• [AIM OF THE TASK]:
Your answer must consist of every line from the data below that includes the word "bishu".

• [PROVIDED ENTRIES]:
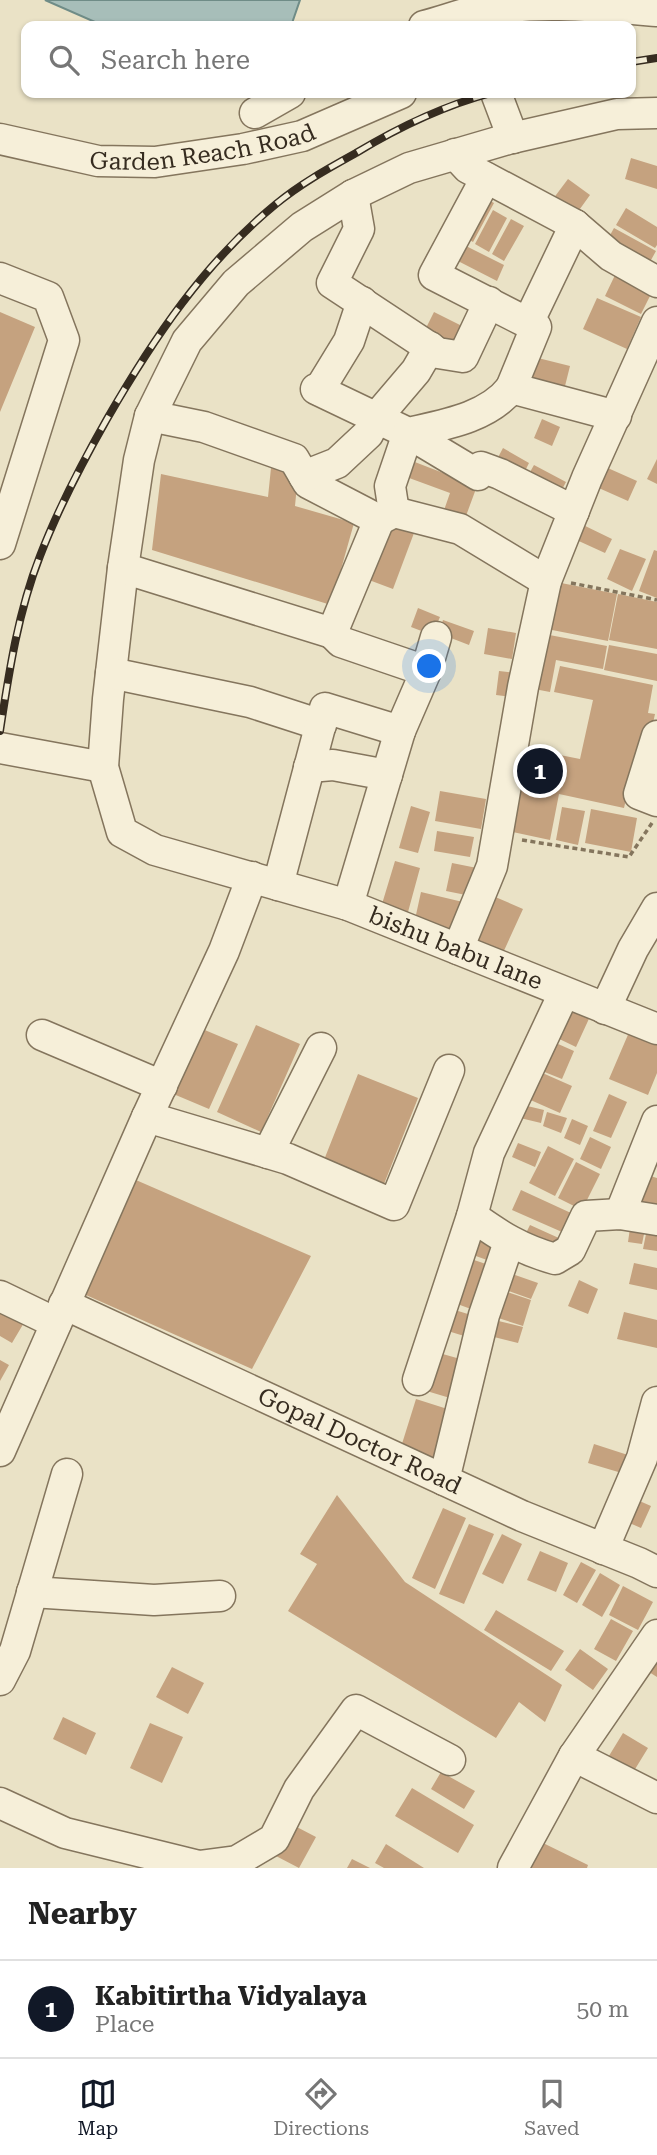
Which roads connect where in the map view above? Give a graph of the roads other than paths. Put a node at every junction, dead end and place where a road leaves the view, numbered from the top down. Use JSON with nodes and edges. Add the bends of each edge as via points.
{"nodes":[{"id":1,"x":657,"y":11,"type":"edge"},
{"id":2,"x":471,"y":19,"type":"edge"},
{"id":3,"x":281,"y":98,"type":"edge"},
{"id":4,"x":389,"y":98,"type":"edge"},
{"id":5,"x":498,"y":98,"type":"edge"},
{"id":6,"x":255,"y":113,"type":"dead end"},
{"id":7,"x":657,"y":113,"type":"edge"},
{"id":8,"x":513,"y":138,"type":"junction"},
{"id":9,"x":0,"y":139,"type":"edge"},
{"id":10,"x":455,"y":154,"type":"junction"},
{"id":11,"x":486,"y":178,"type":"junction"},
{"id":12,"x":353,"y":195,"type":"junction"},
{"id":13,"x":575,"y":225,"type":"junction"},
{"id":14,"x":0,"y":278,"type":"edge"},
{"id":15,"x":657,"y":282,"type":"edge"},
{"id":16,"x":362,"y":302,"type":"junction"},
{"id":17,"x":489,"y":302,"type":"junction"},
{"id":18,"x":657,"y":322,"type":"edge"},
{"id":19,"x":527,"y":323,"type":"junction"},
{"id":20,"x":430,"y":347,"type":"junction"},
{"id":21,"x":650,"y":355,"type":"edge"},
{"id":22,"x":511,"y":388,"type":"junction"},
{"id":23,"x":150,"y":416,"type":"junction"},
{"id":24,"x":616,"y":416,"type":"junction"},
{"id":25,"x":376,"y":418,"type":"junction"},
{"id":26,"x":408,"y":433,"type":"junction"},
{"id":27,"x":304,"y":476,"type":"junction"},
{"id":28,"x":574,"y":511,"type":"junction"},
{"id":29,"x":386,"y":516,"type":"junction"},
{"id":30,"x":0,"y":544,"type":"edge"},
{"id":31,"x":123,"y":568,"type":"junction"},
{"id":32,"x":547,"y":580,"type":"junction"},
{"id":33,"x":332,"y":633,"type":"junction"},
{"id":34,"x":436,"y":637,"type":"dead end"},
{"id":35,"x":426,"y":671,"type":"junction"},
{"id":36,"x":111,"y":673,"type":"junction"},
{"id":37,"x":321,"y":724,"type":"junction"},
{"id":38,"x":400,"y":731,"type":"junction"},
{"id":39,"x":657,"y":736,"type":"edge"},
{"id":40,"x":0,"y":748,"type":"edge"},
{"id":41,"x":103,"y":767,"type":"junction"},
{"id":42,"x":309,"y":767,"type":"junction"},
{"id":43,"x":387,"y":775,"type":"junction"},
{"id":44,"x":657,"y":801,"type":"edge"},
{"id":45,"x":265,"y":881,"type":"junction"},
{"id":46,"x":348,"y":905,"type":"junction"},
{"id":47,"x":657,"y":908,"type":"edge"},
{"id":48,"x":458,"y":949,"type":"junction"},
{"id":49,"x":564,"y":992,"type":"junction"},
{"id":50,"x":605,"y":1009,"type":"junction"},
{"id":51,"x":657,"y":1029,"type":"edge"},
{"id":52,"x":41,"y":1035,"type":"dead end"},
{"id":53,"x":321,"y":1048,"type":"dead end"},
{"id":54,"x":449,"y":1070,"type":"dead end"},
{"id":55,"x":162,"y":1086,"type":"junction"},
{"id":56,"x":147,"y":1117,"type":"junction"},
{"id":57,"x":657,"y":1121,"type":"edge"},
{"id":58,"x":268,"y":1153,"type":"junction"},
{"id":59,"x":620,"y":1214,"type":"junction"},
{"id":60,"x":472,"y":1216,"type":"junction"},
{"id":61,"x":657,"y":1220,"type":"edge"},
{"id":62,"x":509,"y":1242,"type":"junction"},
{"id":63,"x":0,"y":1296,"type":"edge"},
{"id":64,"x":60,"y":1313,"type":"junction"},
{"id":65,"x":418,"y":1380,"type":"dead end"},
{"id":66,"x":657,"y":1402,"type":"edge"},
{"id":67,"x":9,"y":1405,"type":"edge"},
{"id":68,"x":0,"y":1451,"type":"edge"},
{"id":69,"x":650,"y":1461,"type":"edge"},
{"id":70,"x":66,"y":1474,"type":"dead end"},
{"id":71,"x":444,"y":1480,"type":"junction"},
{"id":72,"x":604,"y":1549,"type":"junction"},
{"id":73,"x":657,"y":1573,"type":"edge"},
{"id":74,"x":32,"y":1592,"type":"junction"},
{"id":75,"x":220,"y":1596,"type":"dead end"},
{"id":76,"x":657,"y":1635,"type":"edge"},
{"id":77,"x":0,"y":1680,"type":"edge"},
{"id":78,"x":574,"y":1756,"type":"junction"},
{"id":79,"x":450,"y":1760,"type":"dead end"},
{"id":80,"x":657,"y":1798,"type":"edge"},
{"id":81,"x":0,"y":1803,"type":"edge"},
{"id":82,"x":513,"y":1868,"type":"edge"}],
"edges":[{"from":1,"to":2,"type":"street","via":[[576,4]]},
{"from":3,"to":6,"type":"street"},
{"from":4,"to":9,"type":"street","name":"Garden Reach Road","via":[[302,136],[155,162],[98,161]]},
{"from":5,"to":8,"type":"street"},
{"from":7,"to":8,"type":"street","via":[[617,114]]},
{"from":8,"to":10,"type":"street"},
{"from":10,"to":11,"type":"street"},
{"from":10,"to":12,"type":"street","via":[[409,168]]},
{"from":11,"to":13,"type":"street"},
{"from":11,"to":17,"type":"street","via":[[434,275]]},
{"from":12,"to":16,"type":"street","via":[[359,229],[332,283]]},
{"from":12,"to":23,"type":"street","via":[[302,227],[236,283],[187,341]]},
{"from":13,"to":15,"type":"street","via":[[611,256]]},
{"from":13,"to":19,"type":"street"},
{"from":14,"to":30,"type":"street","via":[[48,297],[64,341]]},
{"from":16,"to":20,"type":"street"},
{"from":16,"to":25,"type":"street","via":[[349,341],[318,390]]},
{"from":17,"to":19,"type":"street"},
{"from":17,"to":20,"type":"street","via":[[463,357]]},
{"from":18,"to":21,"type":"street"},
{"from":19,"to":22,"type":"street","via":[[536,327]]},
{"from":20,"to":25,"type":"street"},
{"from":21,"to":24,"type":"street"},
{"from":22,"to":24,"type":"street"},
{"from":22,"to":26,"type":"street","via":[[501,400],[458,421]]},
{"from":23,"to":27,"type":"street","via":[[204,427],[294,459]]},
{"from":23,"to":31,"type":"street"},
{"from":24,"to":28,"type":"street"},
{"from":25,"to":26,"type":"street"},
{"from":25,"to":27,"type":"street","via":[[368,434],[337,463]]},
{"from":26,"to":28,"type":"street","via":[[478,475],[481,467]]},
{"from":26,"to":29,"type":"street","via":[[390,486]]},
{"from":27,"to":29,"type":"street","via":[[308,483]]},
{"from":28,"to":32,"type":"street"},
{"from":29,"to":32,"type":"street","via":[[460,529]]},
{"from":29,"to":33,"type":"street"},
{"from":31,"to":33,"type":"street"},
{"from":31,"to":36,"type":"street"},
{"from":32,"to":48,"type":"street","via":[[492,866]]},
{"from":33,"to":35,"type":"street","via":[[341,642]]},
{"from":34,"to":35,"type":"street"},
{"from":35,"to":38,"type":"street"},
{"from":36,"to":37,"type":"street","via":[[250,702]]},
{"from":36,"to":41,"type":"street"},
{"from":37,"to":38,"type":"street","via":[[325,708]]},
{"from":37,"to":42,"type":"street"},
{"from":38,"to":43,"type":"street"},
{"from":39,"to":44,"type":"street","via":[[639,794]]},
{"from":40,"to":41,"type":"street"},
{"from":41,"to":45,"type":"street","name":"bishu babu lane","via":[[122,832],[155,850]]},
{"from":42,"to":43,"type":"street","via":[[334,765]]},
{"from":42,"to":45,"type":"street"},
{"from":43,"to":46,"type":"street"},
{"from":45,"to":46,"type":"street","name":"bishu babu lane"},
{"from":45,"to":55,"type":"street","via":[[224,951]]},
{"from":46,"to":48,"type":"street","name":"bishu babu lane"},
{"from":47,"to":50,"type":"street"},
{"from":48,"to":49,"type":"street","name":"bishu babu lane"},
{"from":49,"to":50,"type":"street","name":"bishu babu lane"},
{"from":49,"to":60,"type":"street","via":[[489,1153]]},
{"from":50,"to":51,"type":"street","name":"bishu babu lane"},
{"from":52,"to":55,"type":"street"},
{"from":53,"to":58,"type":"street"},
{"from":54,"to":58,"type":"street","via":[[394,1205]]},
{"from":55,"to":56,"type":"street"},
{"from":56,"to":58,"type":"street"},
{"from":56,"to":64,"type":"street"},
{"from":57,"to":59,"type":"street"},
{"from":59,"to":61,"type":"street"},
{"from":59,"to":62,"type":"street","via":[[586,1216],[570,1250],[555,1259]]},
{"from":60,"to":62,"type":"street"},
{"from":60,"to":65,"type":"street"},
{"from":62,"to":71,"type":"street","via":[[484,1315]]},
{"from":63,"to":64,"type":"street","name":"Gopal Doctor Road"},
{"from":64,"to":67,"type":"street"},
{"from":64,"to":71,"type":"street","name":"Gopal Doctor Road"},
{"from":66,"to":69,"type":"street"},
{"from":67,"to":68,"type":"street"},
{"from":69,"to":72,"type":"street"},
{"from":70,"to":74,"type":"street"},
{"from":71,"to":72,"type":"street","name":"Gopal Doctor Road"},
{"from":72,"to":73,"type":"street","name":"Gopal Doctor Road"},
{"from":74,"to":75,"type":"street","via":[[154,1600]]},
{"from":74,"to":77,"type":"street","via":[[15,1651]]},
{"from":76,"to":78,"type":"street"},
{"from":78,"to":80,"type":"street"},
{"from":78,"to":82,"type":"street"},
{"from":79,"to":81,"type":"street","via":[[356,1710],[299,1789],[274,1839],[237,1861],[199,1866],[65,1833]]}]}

• [RESULT FOR THIS TASK]:
{"from":41,"to":45,"type":"street","name":"bishu babu lane","via":[[122,832],[155,850]]},
{"from":45,"to":46,"type":"street","name":"bishu babu lane"},
{"from":46,"to":48,"type":"street","name":"bishu babu lane"},
{"from":48,"to":49,"type":"street","name":"bishu babu lane"},
{"from":49,"to":50,"type":"street","name":"bishu babu lane"},
{"from":50,"to":51,"type":"street","name":"bishu babu lane"},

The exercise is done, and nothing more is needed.